The system shall have the ability to load user list via encrypted file batch process or through encrypted services 

The solution shall support multiple user authorization levels, each with a unique set of activities that can be performed by the users. 

The solution shall be able to define several user groups. 

The solution shall allow nested user groups, i.e., one user group may be member or subset of another user group. 

The solution shall be able to provide different security access for each user group. 

The solution shall be able to assign each user account to a default user group. 

The solution shall have the ability to configure access, menus, and window views based on user group. 

The solution shall restrict access by role to protect against fraud and error. This includes transaction and data set protection. Users should only be able to access screens or fields to which they have been granted access rights. 

Application will use non-administrative accounts to access the database.

System must support changing default passwords or disabling of default local accounts (root, admin, sa).

The revealing of session tokens in URL parameters or error messages is prohibited.

Applications must provide the ability to manually log off of the application.

Sessions will time out and terminates a connection after a period of 30 minutes of inactivity or at the end of a session.

The system shall automatically time out after user defined time of inactivity. Inactivity is defined as no user interaction with the system

The solution shall provide security authentication and authorization mechanisms including but not limited to an authentication framework that secures both web based access and web services, a web service authentication utilizing same authentication scheme, but extended for web services etc. 

The solution shall keep a log of information related to the processes attempted to violate the security protocol including but not limited to the Denial of Service (DOS) attacks, repeated failed log-ins, attempts to insert malicious code, cross-scripting attempts etc. of The solution. The information of such a security violating process that need to be stored shall be defined in The solution design document. 

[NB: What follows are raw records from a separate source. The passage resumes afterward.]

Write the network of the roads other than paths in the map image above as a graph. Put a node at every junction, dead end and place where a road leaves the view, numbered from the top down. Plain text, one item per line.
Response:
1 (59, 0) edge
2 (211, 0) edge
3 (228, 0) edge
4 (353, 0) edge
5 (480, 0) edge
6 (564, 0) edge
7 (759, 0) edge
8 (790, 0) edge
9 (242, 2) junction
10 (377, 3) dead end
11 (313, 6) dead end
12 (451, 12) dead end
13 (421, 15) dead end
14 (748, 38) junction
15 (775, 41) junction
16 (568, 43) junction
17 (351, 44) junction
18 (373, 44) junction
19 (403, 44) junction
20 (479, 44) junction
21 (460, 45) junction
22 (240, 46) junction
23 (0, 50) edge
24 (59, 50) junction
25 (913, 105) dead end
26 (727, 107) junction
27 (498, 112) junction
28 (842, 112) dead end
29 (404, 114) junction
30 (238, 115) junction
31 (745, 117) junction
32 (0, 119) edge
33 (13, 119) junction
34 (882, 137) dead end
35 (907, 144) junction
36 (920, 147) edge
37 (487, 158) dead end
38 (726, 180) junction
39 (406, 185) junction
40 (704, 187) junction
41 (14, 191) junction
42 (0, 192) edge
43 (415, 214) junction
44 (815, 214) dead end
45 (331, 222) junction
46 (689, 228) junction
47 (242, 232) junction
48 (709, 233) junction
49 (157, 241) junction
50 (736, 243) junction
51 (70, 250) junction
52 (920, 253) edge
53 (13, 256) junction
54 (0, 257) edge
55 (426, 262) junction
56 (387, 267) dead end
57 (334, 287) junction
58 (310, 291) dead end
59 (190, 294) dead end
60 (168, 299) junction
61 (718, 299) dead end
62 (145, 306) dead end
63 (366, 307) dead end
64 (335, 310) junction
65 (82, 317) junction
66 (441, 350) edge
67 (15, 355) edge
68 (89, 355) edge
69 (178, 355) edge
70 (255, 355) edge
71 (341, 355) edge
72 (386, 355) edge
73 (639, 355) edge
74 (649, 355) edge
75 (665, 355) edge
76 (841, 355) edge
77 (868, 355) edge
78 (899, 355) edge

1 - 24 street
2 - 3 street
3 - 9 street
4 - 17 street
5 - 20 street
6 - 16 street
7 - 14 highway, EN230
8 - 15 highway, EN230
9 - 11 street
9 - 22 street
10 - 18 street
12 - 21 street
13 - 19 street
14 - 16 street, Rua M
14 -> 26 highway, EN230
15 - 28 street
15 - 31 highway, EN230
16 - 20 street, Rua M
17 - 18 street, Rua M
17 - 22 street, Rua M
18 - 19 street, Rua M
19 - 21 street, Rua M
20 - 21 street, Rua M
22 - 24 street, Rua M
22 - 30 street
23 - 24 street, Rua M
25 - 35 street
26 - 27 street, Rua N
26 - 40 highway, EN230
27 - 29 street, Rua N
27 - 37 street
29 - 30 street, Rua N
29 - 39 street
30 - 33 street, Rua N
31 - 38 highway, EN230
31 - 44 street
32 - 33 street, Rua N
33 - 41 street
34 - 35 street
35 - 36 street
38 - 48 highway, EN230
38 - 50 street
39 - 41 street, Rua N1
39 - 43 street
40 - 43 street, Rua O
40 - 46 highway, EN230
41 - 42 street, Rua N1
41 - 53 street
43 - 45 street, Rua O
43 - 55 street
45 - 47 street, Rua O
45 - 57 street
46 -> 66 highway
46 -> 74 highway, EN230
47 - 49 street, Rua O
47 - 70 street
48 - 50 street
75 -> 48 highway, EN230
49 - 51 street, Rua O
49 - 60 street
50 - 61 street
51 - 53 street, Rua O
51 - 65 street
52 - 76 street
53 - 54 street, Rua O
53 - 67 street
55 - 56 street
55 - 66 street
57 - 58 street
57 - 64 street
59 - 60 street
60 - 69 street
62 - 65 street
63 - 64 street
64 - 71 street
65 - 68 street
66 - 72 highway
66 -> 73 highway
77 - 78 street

The solution shall automatically block IP addresses of the processes that attempt to violate the solution security protocol including but not limited to the Denial of Service (DOS) attacks, repeated failed log-ins, attempts to insert malicious code, cross-scripting attempts etc. 

The system shall use a SHA2 256 bit or better encryption algorithm.

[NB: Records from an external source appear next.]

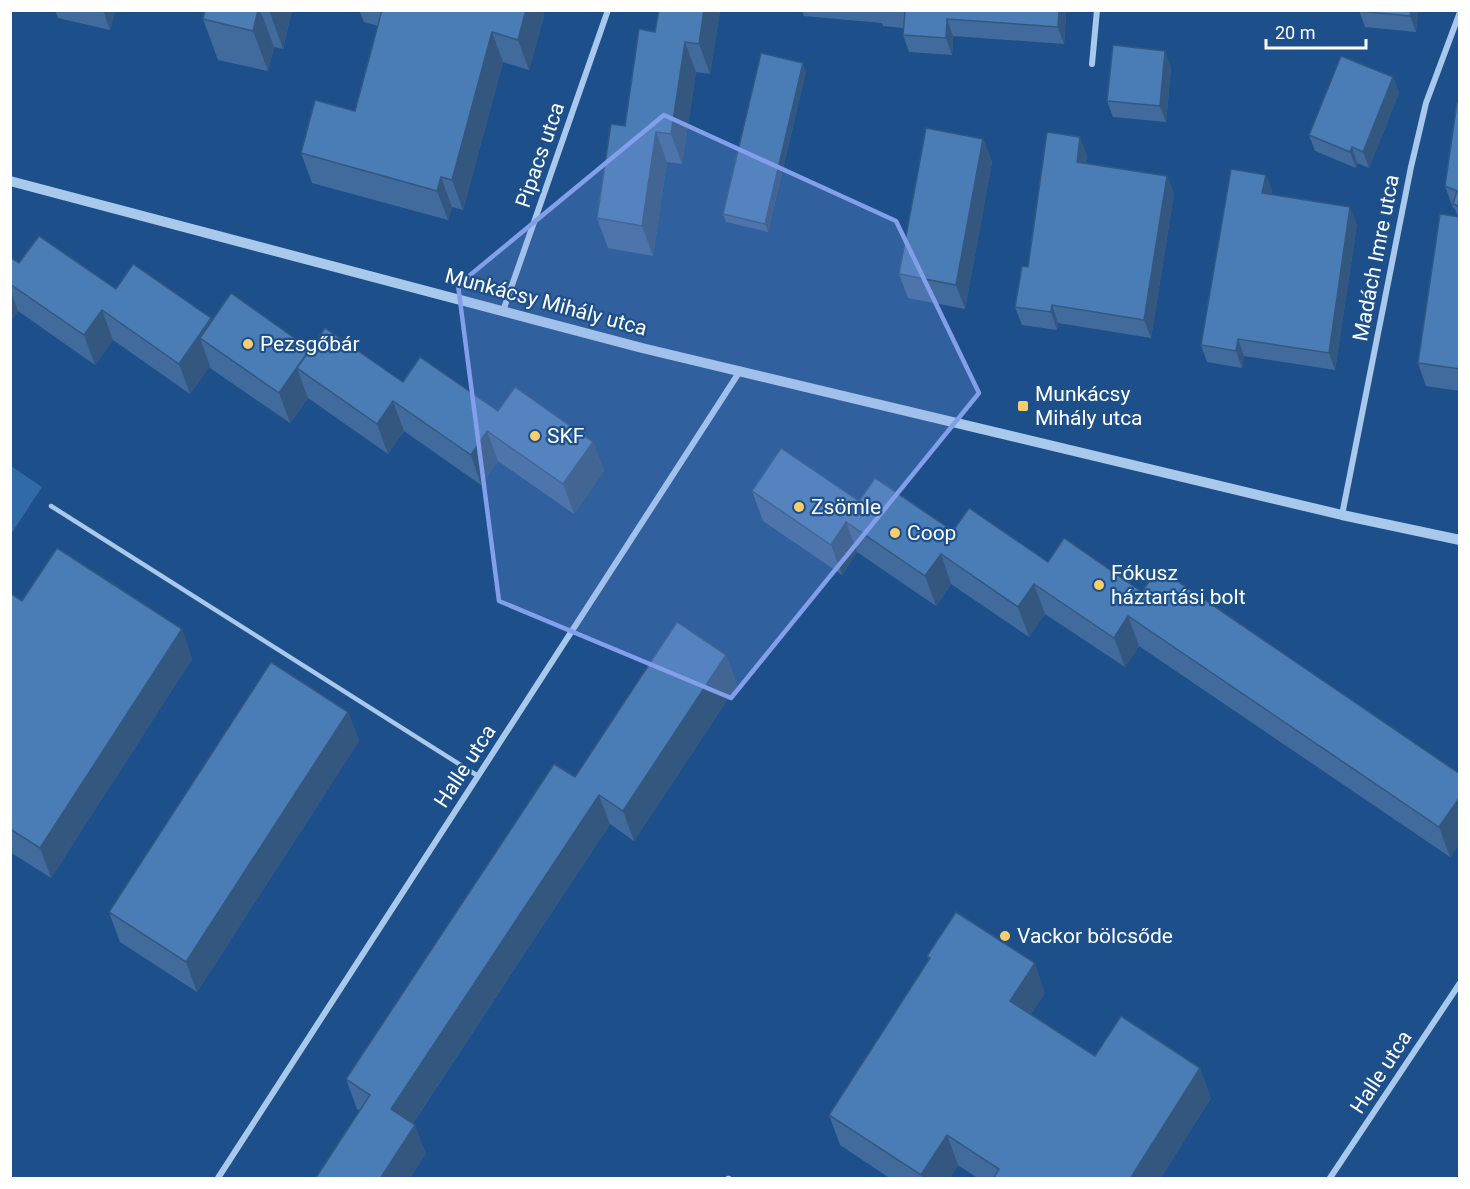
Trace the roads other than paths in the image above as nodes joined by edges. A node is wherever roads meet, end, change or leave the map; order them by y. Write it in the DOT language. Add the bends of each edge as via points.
graph roads {
  1 [pos="608,10"];
  2 [pos="1097,10"];
  3 [pos="1460,12"];
  4 [pos="1092,64"];
  5 [pos="10,181"];
  6 [pos="503,310"];
  7 [pos="740,371"];
  8 [pos="51,506"];
  9 [pos="1342,515"];
  10 [pos="1460,540"];
  11 [pos="478,776"];
  12 [pos="1460,983"];
  13 [pos="218,1179"];
  14 [pos="1330,1179"];
  1 -- 6 [label="street, Pipacs utca"];
  2 -- 4 [label="street"];
  3 -- 9 [label="street, Madách Imre utca" via="1426,103"];
  5 -- 6 [label="street, Munkácsy Mihály utca"];
  6 -- 7 [label="street, Munkácsy Mihály utca"];
  7 -- 9 [label="street, Munkácsy Mihály utca"];
  7 -- 11 [label="street, Halle utca"];
  8 -- 11 [label="lane"];
  9 -- 10 [label="street, Munkácsy Mihály utca"];
  11 -- 13 [label="street, Halle utca"];
  12 -- 14 [label="street, Halle utca"];
}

The system shall automatically time out after user defined time of inactivity. Inactivity is defined as no user interaction with the system.

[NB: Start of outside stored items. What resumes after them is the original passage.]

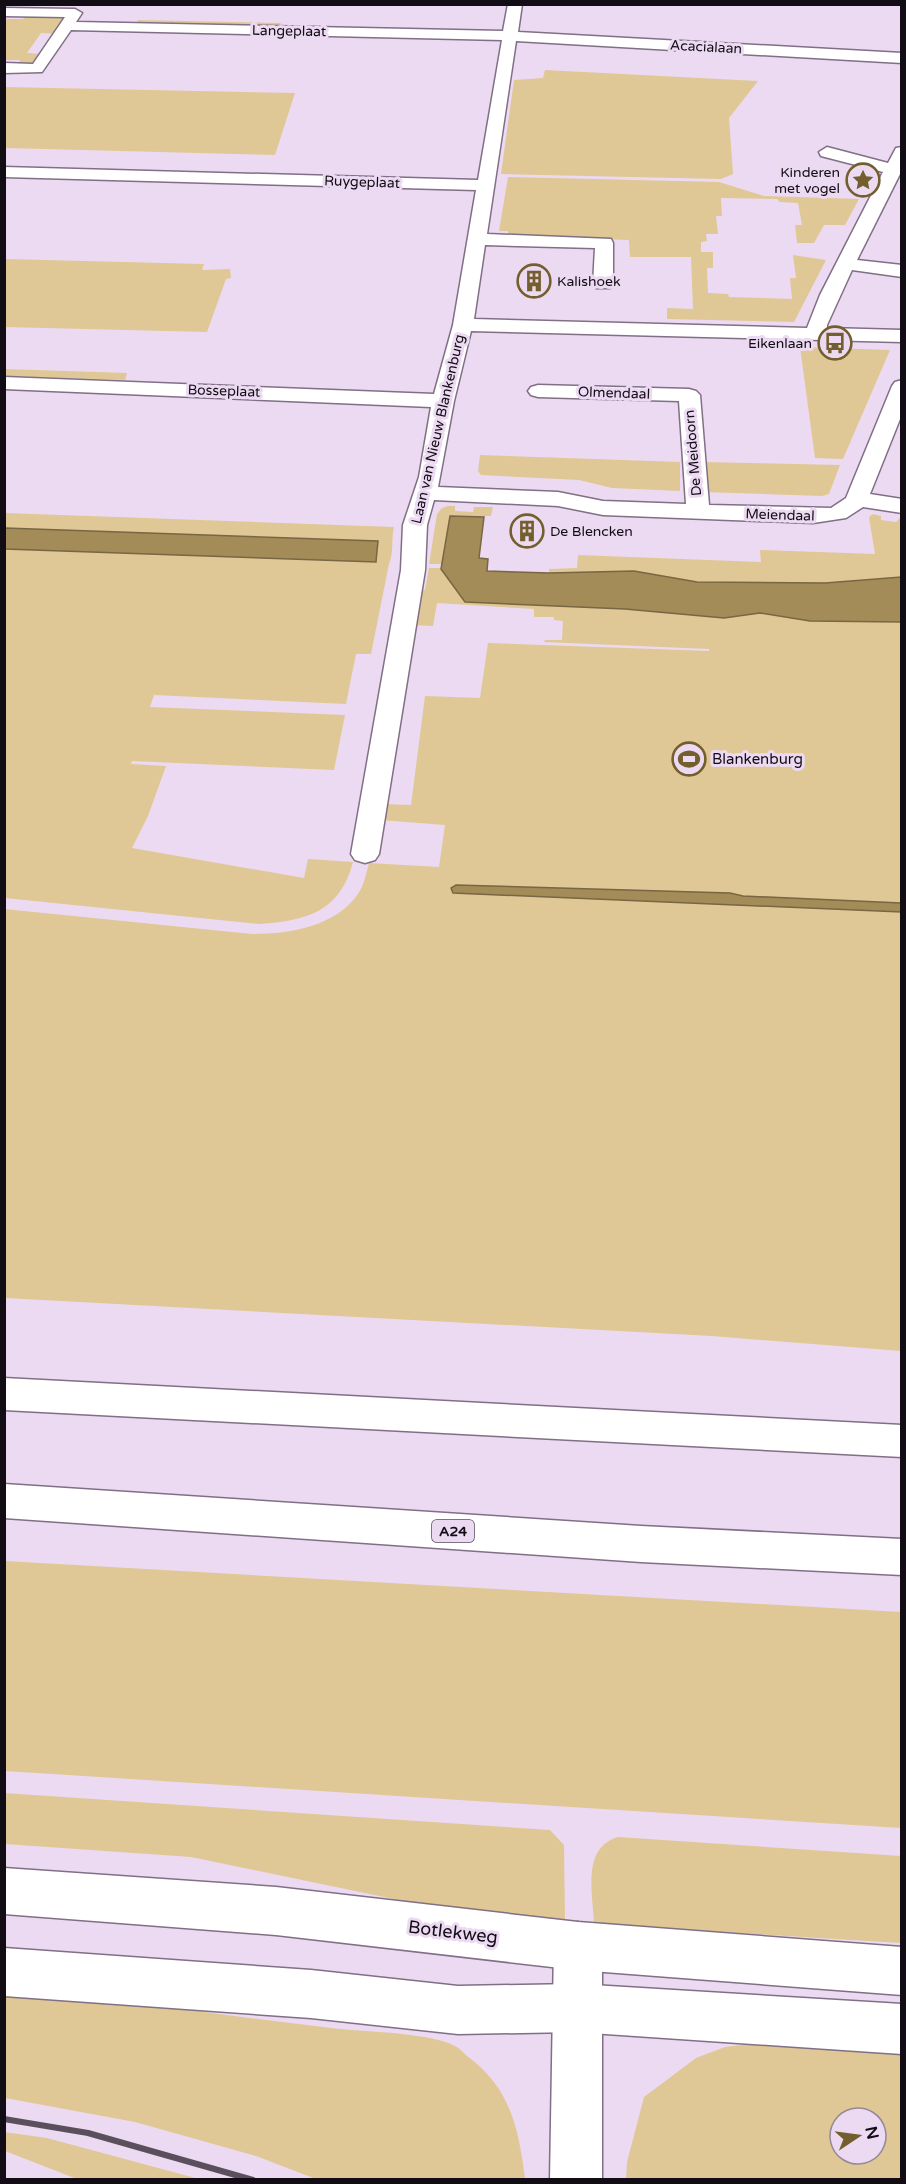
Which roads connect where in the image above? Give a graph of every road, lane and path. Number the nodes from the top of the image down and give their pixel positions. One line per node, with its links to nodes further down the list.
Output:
1 (515, 4): 4 (main road, Laan van Nieuw Blankenburg)
2 (4, 12): 3 (main road)
3 (68, 26): 4 (main road, Langeplaat); 6 (main road)
4 (510, 36): 5 (main road, Acacialaan); 14 (main road, Laan van Nieuw Blankenburg)
5 (902, 58)
6 (4, 68)
7 (827, 152): 10 (main road)
8 (40, 156): 12 (main road)
9 (245, 161): 13 (main road)
10 (896, 169): 16 (main road)
11 (4, 172): 12 (main road, Ruygeplaat)
12 (30, 173): 13 (main road, Ruygeplaat)
13 (238, 179): 14 (main road, Ruygeplaat)
14 (486, 185): 15 (main road, Laan van Nieuw Blankenburg)
15 (477, 239): 18 (main road); 19 (main road, Laan van Nieuw Blankenburg)
16 (845, 264): 17 (main road); 20 (main road)
17 (902, 271)
18 (603, 284)
19 (463, 325): 20 (main road); 26 (main road, Laan van Nieuw Blankenburg)
20 (817, 334): 21 (main road)
21 (902, 336)
22 (4, 383): 26 (main road, Bosseplaat)
23 (902, 386): 27 (main road)
24 (538, 391): 25 (main road, Olmendaal)
25 (689, 395): 31 (main road, De Meidoorn)
26 (442, 400): 28 (main road, Laan van Nieuw Blankenburg)
27 (892, 434): 29 (main road)
28 (424, 493): 31 (main road, Meiendaal); 32 (main road, Laan van Nieuw Blankenburg)
29 (857, 499): 30 (main road); 31 (main road, Meiendaal)
30 (902, 506)
31 (698, 512)
32 (365, 854)
33 (4, 1394): 34 (main road)
34 (902, 1441)
35 (4, 1501): 36 (main road, A24)
36 (902, 1557)
37 (4, 1891): 38 (main road, Botlekweg)
38 (578, 1946): 39 (main road, Botlekweg); 41 (main road)
39 (902, 1971)
40 (4, 1972): 41 (main road)
41 (576, 2008): 42 (main road); 43 (main road)
42 (902, 2029)
43 (576, 2180)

System data shall be housed in the continental United States. All KDOT data should be segregated from other customer data to prevent unspecified actions towards these other customers adversely affecting KDOT data

The system shall keep a log of all changes made to data within the system. The log should contain who made the change, the date the change was made, and a brief description of what was changed. This log should be designed for efficiency so that batch operations are not negatively impacted by the logging function.

For a hosted system, the vendor shall supply KDOT with its backup and disaster recovery policies and procedures. These procedures should provide an efficient data protection and recovery plan that would quickly recover system data. 

If KDOT determines self or third-party hosting is the appropriate solution, the vendor shall provide details of hardware required to operate the system. These details should include but are not limited to the number of servers the role of each (DB, IIS, application, backup), server type (physical, virtual), and storage type as well as any other hardware or other environmental requirements for the proposed solution (RAM, processing power, etc.)

If KDOT determines self or third-party hosting is the appropriate solution, the vendor shall provide an estimate of costs required to purchase, install, and configure the required hardware per SYH-1 above. 

The system needs to allow for users to import data by manual entry or through uploads that check the data validity, but don't require users to suspend application integrity checks or toggle table dependencies each time.